While photographer Chris Killip was known as a social documentarian, his upbringing on the Isle of Man meant it was inevitable he’d take a few extraordinary moto photos.  A legend in photographic circles, and a professor of visual and environmental studies at Harvard from 1991-2017, Killip was born in Douglas, where his parents owned the Highlander Pub – perhaps you’ve had a pint there on a trip to Mona’s Isle?  Who knows what inspired the son of pubholders to take up a camera as a profession, but of course, a public house is a natural place to develop one’s skills at social observation at a neutral distance: the parade of customers passing through are highlighted on a gimlet-lit stage, locals and tourists in a never-ending spectacle.

From Chris Killip’s book ‘Isle of Man 1971. [Chris Killip]
Killip left school at 16 to train as a hotel manager, work in his parents’ pub, and photograph tourists at the beach.  He moved to London at 18 (1964) and worked as an apprentice commercial photographer under Adrian Flowers.  He soon went freelance, alternating work in the pub with photo gigs, but by 1969 he abandoned commercial photography to pursue his own work. He won fellowships from several local arts councils to photograph local cultures in the northeast of England, including Bury St Edmonds, Huddersfield, and Newcastle-Upon-Tyne, all of which were experiencing major economic changes as local industries (coal mining, shipbuilding, heavy industry) began to disappear in the 1970s and 80s.  As he explained in 2019, “I didn’t set out to be the photographer of the English de-Industrial Revolution. It happened all around me during the time I was photographing.”

A secretary in the late 1970s, Tyneside. [Chris Killip]
Killip became one of the most important photographers of the 1970s and ’80s, mingling with very ‘local’ communities around the UK that were left behind in a major global shift of Capital.  He immersed himself into the towns and people he photographed, and made deeply personal imagery of the Isle of Man, beaches, council estates, or in the mosh pit of a punk show.  He became a familiar figure at underground punk clubs in Gateshead in the 1980s, and captured the raw vitality of the scene in a manner only possible by a participant with camera in hand. He also documented the coal miners of Lynemouth, who, as he said, “had history done to them.”

West End, Newcastle. Father and son.
From the project ‘In Flagrante’ 1973-1985. [Chris Killip]
Killip’s breakthrough book collecting his photographic work in the northeast of England was published in 1988 as In Flagrante, with a text by art critic/theoretician John Berger and Sylvia Grant.  Shot on 4×5″ black-and-white film, these portraits of Tyneside’s working class communities are now recognized as among the most important visual records of 1980s Britain. Critic Robert Ayers called it “one of the greatest photography books ever published.”
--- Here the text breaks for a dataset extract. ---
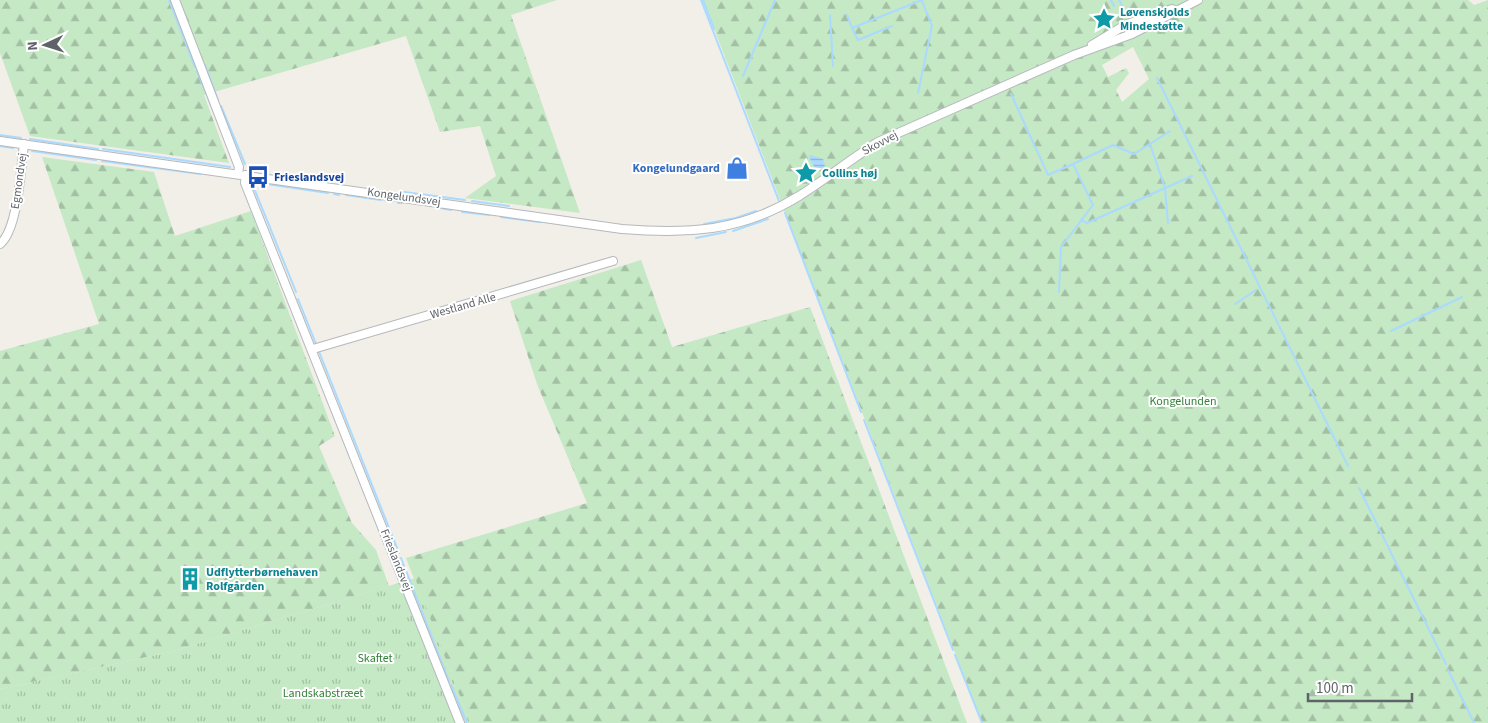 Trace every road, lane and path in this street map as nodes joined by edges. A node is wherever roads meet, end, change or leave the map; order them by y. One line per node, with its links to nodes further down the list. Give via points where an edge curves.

From his documentation of the punk scene in the northeast of England. [Chris Killip]
His photographic work documenting the Isle of Man TT Races date from 1971, and have only recently been published in a unique (and inexpensive – £6.70!) edition by Cafe Royal Books.  The collection is like no other TT photos I’ve seen: they feature none of the romance of racing, only its grittiness, its working class participants, and the dramatic changes to the ‘biker’ in the post-Easy Rider era.  Chris Killip kindly allowed me to include one of his photos in my most recent book ‘Ton Up!’, in the chapter about the 1970s (order a signed copy here!).  British motorcyclists of the 1960s were basically ‘straight-edge’, eschewing alcohol and drugs in order to keep their wits about them while riding fast.  By 1971, the rules had clearly changed, with the bikers aping American B-movie styles for their motorcycles and riding gear, and looking fairly wasted. In this era, the term ‘Rocker’ became synonymous with bikers on drugs with crappy choppers, and the old cafe racer vibe was long gone.

From ‘Ton Up!’ – a cafe racer BSA rider at Douglas, Isle of Man, in 1971. [Chris Killip]
Killip’s books have been been recently published, including In Flagrante, and Cafe Royal sells a 5-volume set of their collaboration with the photographer over the past few years, before his death of cancer in 2020.   They include:  Isle of Man TT Races 1971, Huddersfield 1974, The Seaside 1975–1981, Shipbuilding on Tyneside 1975–1976, and Askam-in-Furness 1982.  They can be ordered individually, check out the Cafe Royal website here.

More from the Isle of Man, 1971. [Chris Killip]
If you’re in the UK, there’s currently an excellent Chris Killip retrospective exhibition at Baltic in Gateshead.